When Hotel Petaluma's owner announced in February he would be transitioning the building from low-cost, monthly rentals to more expensive nightly rates and asked his current renters to leave, it sent many of the tenants on a frantic search for affordable housing in Petaluma.
They discovered that it's scarcely to be found.
While some moved in with family members or were fast-tracked into an affordable housing complex, others ended up in temporary housing at the Committee on the Shelterless.
About half of those who sought help through Sonoma County Fair Housing, a program run by Petaluma People Services Center, were forced to move out of town, according Melody Sea, a fair housing assistant at PPSC.
These tenants' stories highlight an underlying issue in Petaluma: the high cost of rentals is driving many working individuals and families out of town or into homeless shelters.
"You don't have to be down and out and poor for rent to be a factor here," said Mary Jo Wheeler, who moved out of Petaluma with her husband after their landlord prepared to raise rent by $80 a month.
Wheeler receives a disability check each month, while her husband works full time as staff assistant at a high school and earns about $35,000 a year. They didn't consider themselves a low-income couple, but when their landlord's rent increase put the cost of their two bedroom, one bath duplex at more than $1,400 per month plus utilities this year, they found the cost untenable.

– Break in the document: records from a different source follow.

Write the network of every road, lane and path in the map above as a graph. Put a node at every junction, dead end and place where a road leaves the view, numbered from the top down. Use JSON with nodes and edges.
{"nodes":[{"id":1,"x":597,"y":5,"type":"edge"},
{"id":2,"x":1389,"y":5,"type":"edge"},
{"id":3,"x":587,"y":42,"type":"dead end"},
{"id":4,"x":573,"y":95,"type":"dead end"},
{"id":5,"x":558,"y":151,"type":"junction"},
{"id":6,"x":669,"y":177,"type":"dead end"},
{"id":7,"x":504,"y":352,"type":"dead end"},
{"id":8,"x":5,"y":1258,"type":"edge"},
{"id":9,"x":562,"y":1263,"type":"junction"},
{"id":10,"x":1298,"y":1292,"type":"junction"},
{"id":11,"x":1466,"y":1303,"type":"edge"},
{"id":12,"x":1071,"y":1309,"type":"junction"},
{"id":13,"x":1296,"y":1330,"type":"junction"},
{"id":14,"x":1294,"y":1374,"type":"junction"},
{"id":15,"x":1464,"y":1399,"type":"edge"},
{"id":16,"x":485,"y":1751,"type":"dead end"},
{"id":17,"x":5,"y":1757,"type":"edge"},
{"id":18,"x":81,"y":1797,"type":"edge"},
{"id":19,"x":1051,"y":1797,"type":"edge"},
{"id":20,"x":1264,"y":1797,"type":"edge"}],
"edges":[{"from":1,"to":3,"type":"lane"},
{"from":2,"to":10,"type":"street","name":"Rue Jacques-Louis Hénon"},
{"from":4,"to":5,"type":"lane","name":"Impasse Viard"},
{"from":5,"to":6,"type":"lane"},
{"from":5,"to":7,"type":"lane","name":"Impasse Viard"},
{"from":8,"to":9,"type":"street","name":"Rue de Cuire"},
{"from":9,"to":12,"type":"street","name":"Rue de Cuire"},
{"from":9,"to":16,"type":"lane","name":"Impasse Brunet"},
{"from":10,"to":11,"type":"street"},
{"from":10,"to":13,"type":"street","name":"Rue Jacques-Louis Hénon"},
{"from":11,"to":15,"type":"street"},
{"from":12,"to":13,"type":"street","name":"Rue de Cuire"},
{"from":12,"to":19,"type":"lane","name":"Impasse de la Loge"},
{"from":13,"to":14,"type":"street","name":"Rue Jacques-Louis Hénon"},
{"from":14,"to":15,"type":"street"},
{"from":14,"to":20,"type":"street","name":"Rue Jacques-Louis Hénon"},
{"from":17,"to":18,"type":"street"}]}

The rent had been steadily increasing for years, she said, and finally it became too much. After a long search, they found a place half the size of their former apartment in Sebastopol, which costs them $1,250 a month.
"We're middle class, we're not down and out, but a huge amount was going to rent," Wheeler said.
The couple's story is not unusual in Petaluma, where a high demand for rentals brought on by people losing their homes during the recession and joining the rental market has combined with the general desirability of the area to create rents that many working individuals and families cannot afford.
Indeed, the Santa Rosa-Petaluma metro area ranked as the 13th least affordable place in California and the 24th least affordable nationwide according to a "housing opportunity" index created by the National Association of Homebuilders and Wells Fargo. The index, based on data from 2012, compares median earning potential in an area to cost of housing.
The disproportionately high prices mean that low-to-medium wage earners who make enough to be above the cutoff for much subsidized housing may still find themselves priced out of a market rate home.
For instance, those earning below 50 percent of the area's median income are eligible for a Section 8 housing subsidy, in which they receive a voucher to help pay for rent. But because demand is so high, most of the limited number of vouchers go to those earning below 30 percent, according to the Sonoma County Housing Authority. That leaves many people trapped in a space between not qualifying for housing assistance and being able to afford market rate rentals.
Many of the roughly 250 people who cycle through the Committee on the Shelterless's emergency shelter each year without finding permanent housing do so not because they're unemployed, but because they're simply not earning enough to meet the high cost of rent, according to Mike Johnson, chief operating officer at COTS.